### Exercise details
Give each line of the records again exactly and omit every picture.

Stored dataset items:
__________________________________________________
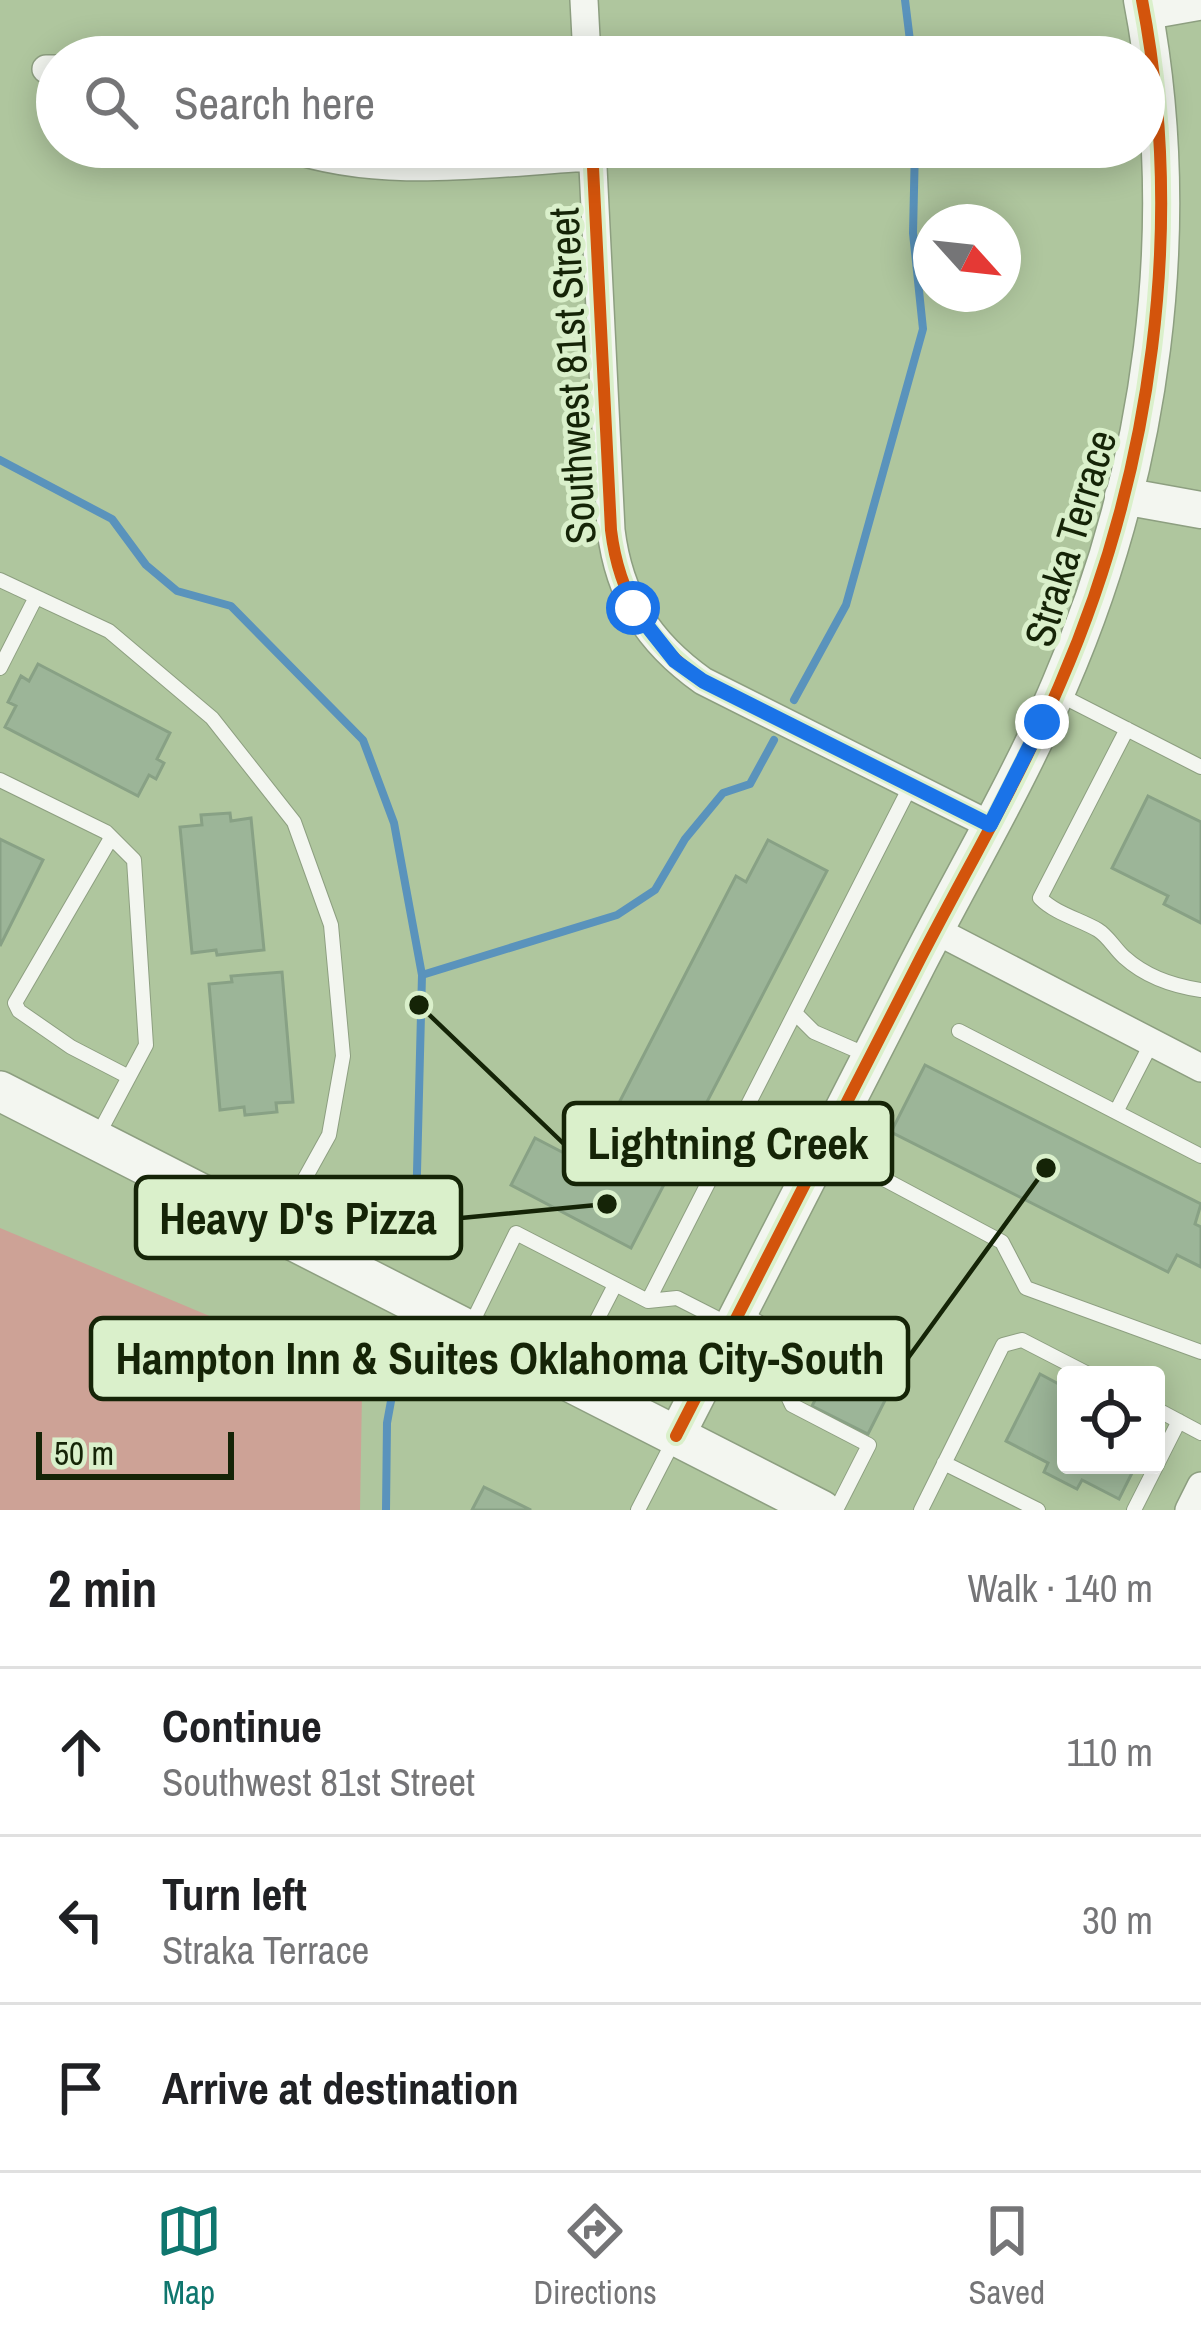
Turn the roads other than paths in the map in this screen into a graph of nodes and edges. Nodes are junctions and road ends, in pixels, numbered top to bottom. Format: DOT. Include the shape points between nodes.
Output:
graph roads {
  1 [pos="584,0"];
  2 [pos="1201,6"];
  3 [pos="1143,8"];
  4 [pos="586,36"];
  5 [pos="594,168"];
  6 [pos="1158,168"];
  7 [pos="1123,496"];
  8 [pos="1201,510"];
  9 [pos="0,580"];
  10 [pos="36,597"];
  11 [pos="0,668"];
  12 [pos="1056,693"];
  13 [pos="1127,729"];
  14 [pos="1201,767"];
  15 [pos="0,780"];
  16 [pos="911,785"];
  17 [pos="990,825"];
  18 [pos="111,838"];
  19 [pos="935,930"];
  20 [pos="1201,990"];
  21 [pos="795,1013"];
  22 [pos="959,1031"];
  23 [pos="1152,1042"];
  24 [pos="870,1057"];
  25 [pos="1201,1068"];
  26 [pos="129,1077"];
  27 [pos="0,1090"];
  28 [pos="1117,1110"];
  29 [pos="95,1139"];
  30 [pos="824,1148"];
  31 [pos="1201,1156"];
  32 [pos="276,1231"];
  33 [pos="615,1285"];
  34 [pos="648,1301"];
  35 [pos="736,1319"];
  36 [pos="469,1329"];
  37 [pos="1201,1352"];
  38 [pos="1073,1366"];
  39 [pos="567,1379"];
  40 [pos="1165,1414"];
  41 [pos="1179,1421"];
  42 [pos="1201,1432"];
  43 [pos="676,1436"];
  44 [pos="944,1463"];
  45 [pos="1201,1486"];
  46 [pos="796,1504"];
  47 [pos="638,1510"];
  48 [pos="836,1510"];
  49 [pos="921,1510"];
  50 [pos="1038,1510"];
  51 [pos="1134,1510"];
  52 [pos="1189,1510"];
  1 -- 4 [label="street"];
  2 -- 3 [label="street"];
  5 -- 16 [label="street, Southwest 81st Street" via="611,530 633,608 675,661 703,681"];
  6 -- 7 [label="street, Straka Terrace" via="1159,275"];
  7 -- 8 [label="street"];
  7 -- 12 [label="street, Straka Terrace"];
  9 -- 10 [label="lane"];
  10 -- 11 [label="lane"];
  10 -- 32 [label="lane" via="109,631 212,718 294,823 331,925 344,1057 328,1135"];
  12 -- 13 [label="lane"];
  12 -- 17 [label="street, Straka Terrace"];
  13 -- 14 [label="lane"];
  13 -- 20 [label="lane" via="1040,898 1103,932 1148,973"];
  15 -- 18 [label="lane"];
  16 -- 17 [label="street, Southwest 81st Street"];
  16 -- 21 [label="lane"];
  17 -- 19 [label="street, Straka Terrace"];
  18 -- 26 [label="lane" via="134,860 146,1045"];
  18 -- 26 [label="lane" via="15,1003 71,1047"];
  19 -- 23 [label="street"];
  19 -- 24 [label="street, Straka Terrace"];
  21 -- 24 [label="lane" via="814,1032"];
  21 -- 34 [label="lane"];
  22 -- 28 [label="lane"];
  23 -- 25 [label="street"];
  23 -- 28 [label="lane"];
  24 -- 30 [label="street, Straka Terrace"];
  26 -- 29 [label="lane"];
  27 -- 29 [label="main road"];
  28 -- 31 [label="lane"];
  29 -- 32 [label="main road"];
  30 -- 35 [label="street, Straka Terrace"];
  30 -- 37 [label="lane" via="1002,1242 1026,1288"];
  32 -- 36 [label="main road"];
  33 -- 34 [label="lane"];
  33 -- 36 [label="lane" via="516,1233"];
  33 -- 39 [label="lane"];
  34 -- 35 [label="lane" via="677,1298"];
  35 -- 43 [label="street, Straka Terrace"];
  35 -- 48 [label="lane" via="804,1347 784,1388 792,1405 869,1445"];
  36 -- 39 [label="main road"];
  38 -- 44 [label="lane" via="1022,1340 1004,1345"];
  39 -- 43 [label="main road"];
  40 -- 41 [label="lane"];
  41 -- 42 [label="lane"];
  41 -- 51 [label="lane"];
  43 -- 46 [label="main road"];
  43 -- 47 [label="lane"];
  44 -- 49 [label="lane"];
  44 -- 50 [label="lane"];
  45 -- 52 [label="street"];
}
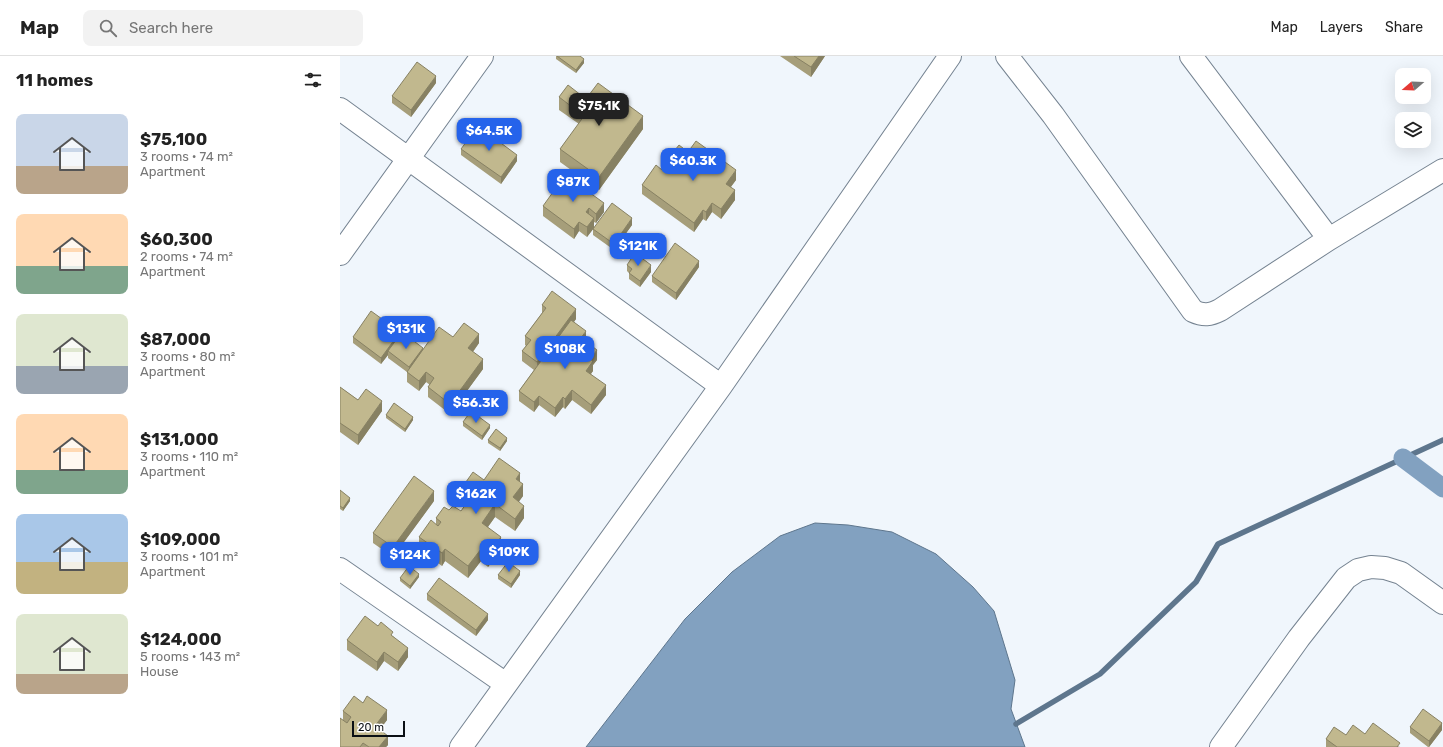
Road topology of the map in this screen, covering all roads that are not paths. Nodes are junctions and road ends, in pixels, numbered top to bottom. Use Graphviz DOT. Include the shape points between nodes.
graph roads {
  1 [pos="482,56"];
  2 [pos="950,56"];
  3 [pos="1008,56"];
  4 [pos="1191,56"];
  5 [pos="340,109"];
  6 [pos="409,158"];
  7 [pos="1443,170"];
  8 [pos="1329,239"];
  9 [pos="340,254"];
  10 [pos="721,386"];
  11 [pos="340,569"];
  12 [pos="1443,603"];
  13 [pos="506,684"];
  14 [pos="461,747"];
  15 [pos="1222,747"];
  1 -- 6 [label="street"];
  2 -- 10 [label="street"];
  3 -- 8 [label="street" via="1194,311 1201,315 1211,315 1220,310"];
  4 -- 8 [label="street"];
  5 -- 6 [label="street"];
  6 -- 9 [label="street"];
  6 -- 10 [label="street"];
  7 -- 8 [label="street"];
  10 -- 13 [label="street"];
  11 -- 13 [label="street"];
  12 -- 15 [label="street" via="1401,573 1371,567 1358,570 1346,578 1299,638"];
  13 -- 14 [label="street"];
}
__________________________________________________
### Result for this exercise
Turn the roads other than paths in the map in this screen into a graph of nodes and edges. Nodes are junctions and road ends, in pixels, numbered top to bottom. Format: DOT. Include the shape points between nodes.
Output:
graph roads {
  1 [pos="584,0"];
  2 [pos="1201,6"];
  3 [pos="1143,8"];
  4 [pos="586,36"];
  5 [pos="594,168"];
  6 [pos="1158,168"];
  7 [pos="1123,496"];
  8 [pos="1201,510"];
  9 [pos="0,580"];
  10 [pos="36,597"];
  11 [pos="0,668"];
  12 [pos="1056,693"];
  13 [pos="1127,729"];
  14 [pos="1201,767"];
  15 [pos="0,780"];
  16 [pos="911,785"];
  17 [pos="990,825"];
  18 [pos="111,838"];
  19 [pos="935,930"];
  20 [pos="1201,990"];
  21 [pos="795,1013"];
  22 [pos="959,1031"];
  23 [pos="1152,1042"];
  24 [pos="870,1057"];
  25 [pos="1201,1068"];
  26 [pos="129,1077"];
  27 [pos="0,1090"];
  28 [pos="1117,1110"];
  29 [pos="95,1139"];
  30 [pos="824,1148"];
  31 [pos="1201,1156"];
  32 [pos="276,1231"];
  33 [pos="615,1285"];
  34 [pos="648,1301"];
  35 [pos="736,1319"];
  36 [pos="469,1329"];
  37 [pos="1201,1352"];
  38 [pos="1073,1366"];
  39 [pos="567,1379"];
  40 [pos="1165,1414"];
  41 [pos="1179,1421"];
  42 [pos="1201,1432"];
  43 [pos="676,1436"];
  44 [pos="944,1463"];
  45 [pos="1201,1486"];
  46 [pos="796,1504"];
  47 [pos="638,1510"];
  48 [pos="836,1510"];
  49 [pos="921,1510"];
  50 [pos="1038,1510"];
  51 [pos="1134,1510"];
  52 [pos="1189,1510"];
  1 -- 4 [label="street"];
  2 -- 3 [label="street"];
  5 -- 16 [label="street, Southwest 81st Street" via="611,530 633,608 675,661 703,681"];
  6 -- 7 [label="street, Straka Terrace" via="1159,275"];
  7 -- 8 [label="street"];
  7 -- 12 [label="street, Straka Terrace"];
  9 -- 10 [label="lane"];
  10 -- 11 [label="lane"];
  10 -- 32 [label="lane" via="109,631 212,718 294,823 331,925 344,1057 328,1135"];
  12 -- 13 [label="lane"];
  12 -- 17 [label="street, Straka Terrace"];
  13 -- 14 [label="lane"];
  13 -- 20 [label="lane" via="1040,898 1103,932 1148,973"];
  15 -- 18 [label="lane"];
  16 -- 17 [label="street, Southwest 81st Street"];
  16 -- 21 [label="lane"];
  17 -- 19 [label="street, Straka Terrace"];
  18 -- 26 [label="lane" via="134,860 146,1045"];
  18 -- 26 [label="lane" via="15,1003 71,1047"];
  19 -- 23 [label="street"];
  19 -- 24 [label="street, Straka Terrace"];
  21 -- 24 [label="lane" via="814,1032"];
  21 -- 34 [label="lane"];
  22 -- 28 [label="lane"];
  23 -- 25 [label="street"];
  23 -- 28 [label="lane"];
  24 -- 30 [label="street, Straka Terrace"];
  26 -- 29 [label="lane"];
  27 -- 29 [label="main road"];
  28 -- 31 [label="lane"];
  29 -- 32 [label="main road"];
  30 -- 35 [label="street, Straka Terrace"];
  30 -- 37 [label="lane" via="1002,1242 1026,1288"];
  32 -- 36 [label="main road"];
  33 -- 34 [label="lane"];
  33 -- 36 [label="lane" via="516,1233"];
  33 -- 39 [label="lane"];
  34 -- 35 [label="lane" via="677,1298"];
  35 -- 43 [label="street, Straka Terrace"];
  35 -- 48 [label="lane" via="804,1347 784,1388 792,1405 869,1445"];
  36 -- 39 [label="main road"];
  38 -- 44 [label="lane" via="1022,1340 1004,1345"];
  39 -- 43 [label="main road"];
  40 -- 41 [label="lane"];
  41 -- 42 [label="lane"];
  41 -- 51 [label="lane"];
  43 -- 46 [label="main road"];
  43 -- 47 [label="lane"];
  44 -- 49 [label="lane"];
  44 -- 50 [label="lane"];
  45 -- 52 [label="street"];
}
Road topology of the map in this screen, covering all roads that are not paths. Nodes are junctions and road ends, in pixels, numbered top to bottom. Use Graphviz DOT. Include the shape points between nodes.
graph roads {
  1 [pos="482,56"];
  2 [pos="950,56"];
  3 [pos="1008,56"];
  4 [pos="1191,56"];
  5 [pos="340,109"];
  6 [pos="409,158"];
  7 [pos="1443,170"];
  8 [pos="1329,239"];
  9 [pos="340,254"];
  10 [pos="721,386"];
  11 [pos="340,569"];
  12 [pos="1443,603"];
  13 [pos="506,684"];
  14 [pos="461,747"];
  15 [pos="1222,747"];
  1 -- 6 [label="street"];
  2 -- 10 [label="street"];
  3 -- 8 [label="street" via="1194,311 1201,315 1211,315 1220,310"];
  4 -- 8 [label="street"];
  5 -- 6 [label="street"];
  6 -- 9 [label="street"];
  6 -- 10 [label="street"];
  7 -- 8 [label="street"];
  10 -- 13 [label="street"];
  11 -- 13 [label="street"];
  12 -- 15 [label="street" via="1401,573 1371,567 1358,570 1346,578 1299,638"];
  13 -- 14 [label="street"];
}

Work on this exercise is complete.